Problem requirements:
Would you filter these records and copy every line that has the word "edge"?

################

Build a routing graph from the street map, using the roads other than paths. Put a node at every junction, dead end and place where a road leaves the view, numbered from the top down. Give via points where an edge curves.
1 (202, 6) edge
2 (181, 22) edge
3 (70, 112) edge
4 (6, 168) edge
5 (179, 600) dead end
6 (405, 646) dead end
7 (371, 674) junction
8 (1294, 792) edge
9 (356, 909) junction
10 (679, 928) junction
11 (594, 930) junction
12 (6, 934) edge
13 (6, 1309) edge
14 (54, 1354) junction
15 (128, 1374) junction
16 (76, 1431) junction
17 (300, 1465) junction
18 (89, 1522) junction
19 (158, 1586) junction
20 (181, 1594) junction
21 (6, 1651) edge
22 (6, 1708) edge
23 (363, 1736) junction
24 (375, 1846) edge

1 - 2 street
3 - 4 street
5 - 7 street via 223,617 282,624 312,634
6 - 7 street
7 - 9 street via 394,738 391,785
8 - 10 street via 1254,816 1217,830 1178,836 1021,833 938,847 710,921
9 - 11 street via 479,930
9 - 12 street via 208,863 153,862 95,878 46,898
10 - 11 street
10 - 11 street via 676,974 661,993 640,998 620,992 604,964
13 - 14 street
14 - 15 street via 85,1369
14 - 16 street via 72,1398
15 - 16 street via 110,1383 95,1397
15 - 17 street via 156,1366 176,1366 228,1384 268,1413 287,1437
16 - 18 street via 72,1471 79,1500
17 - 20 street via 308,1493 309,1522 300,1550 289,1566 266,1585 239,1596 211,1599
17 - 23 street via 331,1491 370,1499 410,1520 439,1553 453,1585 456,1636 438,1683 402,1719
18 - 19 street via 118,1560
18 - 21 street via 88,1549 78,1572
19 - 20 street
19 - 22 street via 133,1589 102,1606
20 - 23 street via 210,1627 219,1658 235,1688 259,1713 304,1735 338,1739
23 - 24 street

################

Response for this exercise:
Build a routing graph from the street map, using the roads other than paths. Put a node at every junction, dead end and place where a road leaves the view, numbered from the top down. Give via points where an edge curves.
1 (202, 6) edge
2 (181, 22) edge
3 (70, 112) edge
4 (6, 168) edge
8 (1294, 792) edge
12 (6, 934) edge
13 (6, 1309) edge
21 (6, 1651) edge
22 (6, 1708) edge
24 (375, 1846) edge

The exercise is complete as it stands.